Fig. 3: Generation of stable cell lines expressing hNTCP, pNTCP, and phNTCP variants (157-167) and (S158G; P167L).

HepG2 cell lines stably expressing hNTCP, pNTCP, phNTCP B1 (157-167), and phNTCP B5 (S158G; P167L) were generated. A Cells were treated with fluorescently labeled MyrB₅₆₅ and analyzed via fluorescence microscopy to investigate HBV binding (scale bar: 100 µm). B Cells were seeded with low density and treated with Atto₄₈₈-labeled MyrB (MyrB₄₈₈).
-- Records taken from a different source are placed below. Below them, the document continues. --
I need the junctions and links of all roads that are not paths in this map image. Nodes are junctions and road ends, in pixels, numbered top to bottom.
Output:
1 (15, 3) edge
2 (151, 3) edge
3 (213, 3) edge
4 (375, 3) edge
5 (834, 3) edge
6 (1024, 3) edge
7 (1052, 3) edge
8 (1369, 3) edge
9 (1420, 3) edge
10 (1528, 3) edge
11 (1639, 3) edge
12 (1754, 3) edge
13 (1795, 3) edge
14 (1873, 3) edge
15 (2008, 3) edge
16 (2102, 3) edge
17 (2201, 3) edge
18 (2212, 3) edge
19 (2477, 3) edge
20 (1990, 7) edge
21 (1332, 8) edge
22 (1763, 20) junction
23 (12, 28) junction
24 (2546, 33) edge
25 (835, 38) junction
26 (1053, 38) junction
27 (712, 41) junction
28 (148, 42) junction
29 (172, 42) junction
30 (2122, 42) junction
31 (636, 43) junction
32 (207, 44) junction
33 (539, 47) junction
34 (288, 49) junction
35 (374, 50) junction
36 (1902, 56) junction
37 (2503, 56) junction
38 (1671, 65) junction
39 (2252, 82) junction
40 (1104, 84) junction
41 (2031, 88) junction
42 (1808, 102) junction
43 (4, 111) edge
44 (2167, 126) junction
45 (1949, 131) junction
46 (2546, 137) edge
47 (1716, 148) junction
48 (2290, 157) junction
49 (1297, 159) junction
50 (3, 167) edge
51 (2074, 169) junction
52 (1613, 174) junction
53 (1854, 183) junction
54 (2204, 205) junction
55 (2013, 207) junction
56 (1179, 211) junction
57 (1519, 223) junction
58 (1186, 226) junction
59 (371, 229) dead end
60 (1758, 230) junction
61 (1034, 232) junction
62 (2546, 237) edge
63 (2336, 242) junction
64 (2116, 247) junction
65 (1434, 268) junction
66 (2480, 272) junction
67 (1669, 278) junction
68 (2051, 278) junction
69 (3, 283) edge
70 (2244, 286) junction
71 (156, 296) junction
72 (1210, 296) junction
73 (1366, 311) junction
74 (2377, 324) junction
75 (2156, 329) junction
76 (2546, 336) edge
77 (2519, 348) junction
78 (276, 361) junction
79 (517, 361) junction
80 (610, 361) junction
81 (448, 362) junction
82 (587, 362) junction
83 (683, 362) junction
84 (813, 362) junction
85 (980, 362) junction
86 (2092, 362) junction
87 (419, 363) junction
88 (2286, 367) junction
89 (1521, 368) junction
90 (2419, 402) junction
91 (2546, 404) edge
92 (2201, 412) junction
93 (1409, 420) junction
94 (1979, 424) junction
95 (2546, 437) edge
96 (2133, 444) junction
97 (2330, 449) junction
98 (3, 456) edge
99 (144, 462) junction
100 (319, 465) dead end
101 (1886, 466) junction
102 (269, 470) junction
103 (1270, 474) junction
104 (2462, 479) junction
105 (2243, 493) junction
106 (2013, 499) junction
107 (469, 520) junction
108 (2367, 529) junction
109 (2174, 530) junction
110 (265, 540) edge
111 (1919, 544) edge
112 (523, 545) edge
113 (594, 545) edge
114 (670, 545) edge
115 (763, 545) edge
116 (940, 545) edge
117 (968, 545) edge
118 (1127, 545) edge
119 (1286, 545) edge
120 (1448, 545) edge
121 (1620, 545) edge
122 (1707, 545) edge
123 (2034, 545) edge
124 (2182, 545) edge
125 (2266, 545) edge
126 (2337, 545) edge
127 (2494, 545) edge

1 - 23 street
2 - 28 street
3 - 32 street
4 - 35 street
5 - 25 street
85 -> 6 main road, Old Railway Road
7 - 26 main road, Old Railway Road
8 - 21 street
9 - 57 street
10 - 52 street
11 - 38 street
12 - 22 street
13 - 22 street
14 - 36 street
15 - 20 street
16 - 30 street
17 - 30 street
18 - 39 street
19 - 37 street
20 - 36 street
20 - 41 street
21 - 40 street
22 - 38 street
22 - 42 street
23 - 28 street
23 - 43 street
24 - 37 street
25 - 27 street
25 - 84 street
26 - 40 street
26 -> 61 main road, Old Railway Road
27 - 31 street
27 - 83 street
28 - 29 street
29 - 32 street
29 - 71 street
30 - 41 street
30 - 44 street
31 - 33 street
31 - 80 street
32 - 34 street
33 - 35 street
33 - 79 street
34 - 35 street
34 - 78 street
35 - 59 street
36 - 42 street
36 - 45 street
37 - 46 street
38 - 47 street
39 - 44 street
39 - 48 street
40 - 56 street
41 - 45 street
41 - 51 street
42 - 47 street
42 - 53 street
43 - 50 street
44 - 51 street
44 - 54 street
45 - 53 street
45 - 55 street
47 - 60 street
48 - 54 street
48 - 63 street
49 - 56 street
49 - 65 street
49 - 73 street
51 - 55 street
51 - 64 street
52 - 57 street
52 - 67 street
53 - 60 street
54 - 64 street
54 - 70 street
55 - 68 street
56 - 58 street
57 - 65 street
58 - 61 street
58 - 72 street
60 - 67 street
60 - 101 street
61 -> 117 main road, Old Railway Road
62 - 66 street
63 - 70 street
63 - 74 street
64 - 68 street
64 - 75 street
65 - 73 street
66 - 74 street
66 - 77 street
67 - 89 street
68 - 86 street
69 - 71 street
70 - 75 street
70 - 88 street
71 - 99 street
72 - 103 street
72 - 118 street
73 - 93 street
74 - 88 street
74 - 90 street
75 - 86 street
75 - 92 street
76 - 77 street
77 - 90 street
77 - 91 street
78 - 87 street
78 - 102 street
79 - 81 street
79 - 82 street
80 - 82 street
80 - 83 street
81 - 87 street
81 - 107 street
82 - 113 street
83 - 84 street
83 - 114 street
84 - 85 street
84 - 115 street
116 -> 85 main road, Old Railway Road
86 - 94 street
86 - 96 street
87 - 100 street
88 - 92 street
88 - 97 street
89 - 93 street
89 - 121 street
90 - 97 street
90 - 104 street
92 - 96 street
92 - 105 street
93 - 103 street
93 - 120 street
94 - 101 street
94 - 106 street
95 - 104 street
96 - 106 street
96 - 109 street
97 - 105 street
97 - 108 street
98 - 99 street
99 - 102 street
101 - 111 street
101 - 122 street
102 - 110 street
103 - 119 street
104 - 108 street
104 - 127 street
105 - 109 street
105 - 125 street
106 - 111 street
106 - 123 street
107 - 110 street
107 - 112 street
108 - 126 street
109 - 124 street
Membrane structure was visualized with Alexa Fluor₆₄₇ labeled wheat germ agglutinin (WGA₆₄₇), and nuclei were stained with Hoechst33342. High-resolution confocal microscopy was performed to investigate the correct location of the NTCP variants expressed (scale bar: 10 µm). In order to visualize the colocalization of WGA₆₄₇ and MyrB₄₈₈, fluorescence intensities along white indicators were compared. C Cells were seeded, differentiated, and inoculated with HBV (MOI 500 vp/cell). Supernatants were collected and analyzed for HBeAg at days 4 and 7 post-infection. The dotted line indicates the cut-off between non-reactive and reactive. Experiments were performed in biological triplicates; mean values +/− standard deviation are given. Data were analyzed by one-way ANOVA with Dunnett’s multiple comparison correction. *p < 0.05, **p < 0.01, ****p < 0.0001.